EXTRACTED RECORDS:
══════════
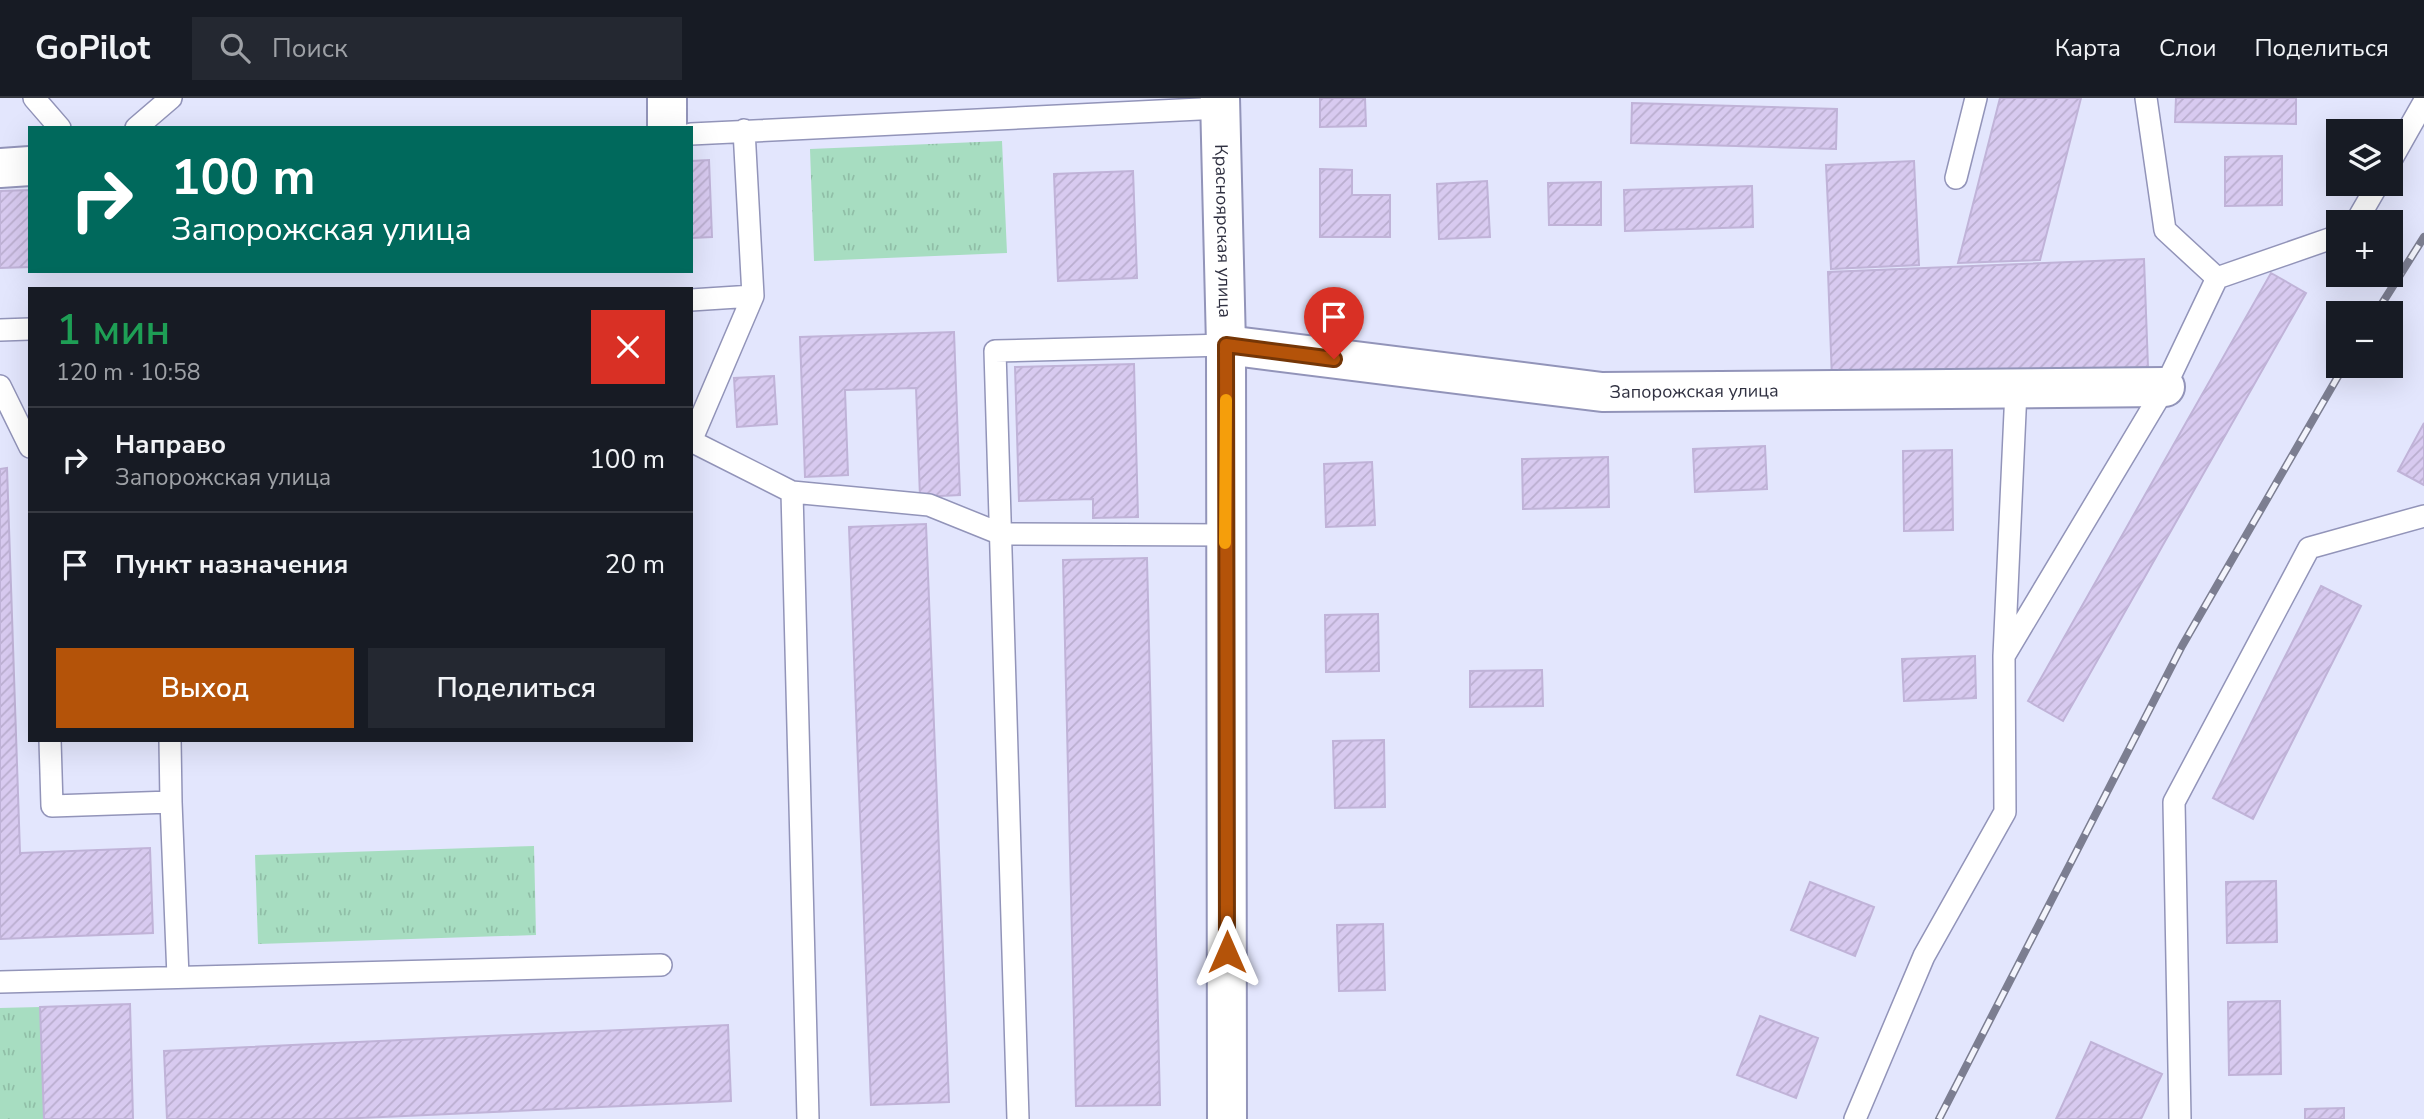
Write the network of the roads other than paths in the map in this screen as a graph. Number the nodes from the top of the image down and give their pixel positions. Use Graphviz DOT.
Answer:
graph roads {
  1 [pos="34,98"];
  2 [pos="171,98"];
  3 [pos="667,98"];
  4 [pos="1976,98"];
  5 [pos="2146,98"];
  6 [pos="2424,102"];
  7 [pos="1220,103"];
  8 [pos="58,126"];
  9 [pos="138,126"];
  10 [pos="667,126"];
  11 [pos="744,130"];
  12 [pos="693,134"];
  13 [pos="2403,139"];
  14 [pos="28,166"];
  15 [pos="0,168"];
  16 [pos="1956,178"];
  17 [pos="2326,240"];
  18 [pos="2217,278"];
  19 [pos="753,296"];
  20 [pos="693,300"];
  21 [pos="28,329"];
  22 [pos="0,330"];
  23 [pos="1226,345"];
  24 [pos="0,386"];
  25 [pos="2165,387"];
  26 [pos="2016,390"];
  27 [pos="693,436"];
  28 [pos="693,442"];
  29 [pos="28,443"];
  30 [pos="792,492"];
  31 [pos="2424,516"];
  32 [pos="1001,534"];
  33 [pos="1225,535"];
  34 [pos="2004,656"];
  35 [pos="50,742"];
  36 [pos="170,742"];
  37 [pos="171,802"];
  38 [pos="661,965"];
  39 [pos="178,976"];
  40 [pos="0,982"];
  41 [pos="808,1119"];
  42 [pos="1018,1119"];
  43 [pos="1227,1119"];
  44 [pos="1855,1119"];
  45 [pos="2180,1119"];
  1 -- 8 [label="lane"];
  2 -- 9 [label="lane"];
  3 -- 10 [label="street"];
  4 -- 16 [label="lane"];
  5 -- 18 [label="lane"];
  6 -- 13 [label="lane"];
  7 -- 11 [label="lane"];
  7 -- 23 [label="street, Красноярская улица"];
  11 -- 12 [label="lane"];
  11 -- 19 [label="lane"];
  14 -- 15 [label="street"];
  17 -- 18 [label="lane"];
  18 -- 25 [label="lane"];
  19 -- 20 [label="lane"];
  19 -- 27 [label="lane"];
  21 -- 22 [label="lane"];
  23 -- 26 [label="street, Запорожская улица"];
  23 -- 32 [label="lane"];
  23 -- 33 [label="street, Красноярская улица"];
  24 -- 29 [label="lane"];
  25 -- 26 [label="street, Запорожская улица"];
  25 -- 34 [label="lane"];
  26 -- 34 [label="lane"];
  28 -- 30 [label="lane"];
  30 -- 32 [label="lane"];
  30 -- 41 [label="lane"];
  31 -- 45 [label="lane"];
  32 -- 33 [label="lane"];
  32 -- 42 [label="lane"];
  33 -- 43 [label="street, Красноярская улица"];
  34 -- 44 [label="lane"];
  35 -- 37 [label="lane"];
  36 -- 37 [label="lane"];
  37 -- 39 [label="lane"];
  38 -- 39 [label="lane"];
  39 -- 40 [label="lane"];
}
══════════
ACTIVITY: Reply with the number of lines in the preceding entries that contain "graph", and no other words.

FINISHED EXERCISE: 2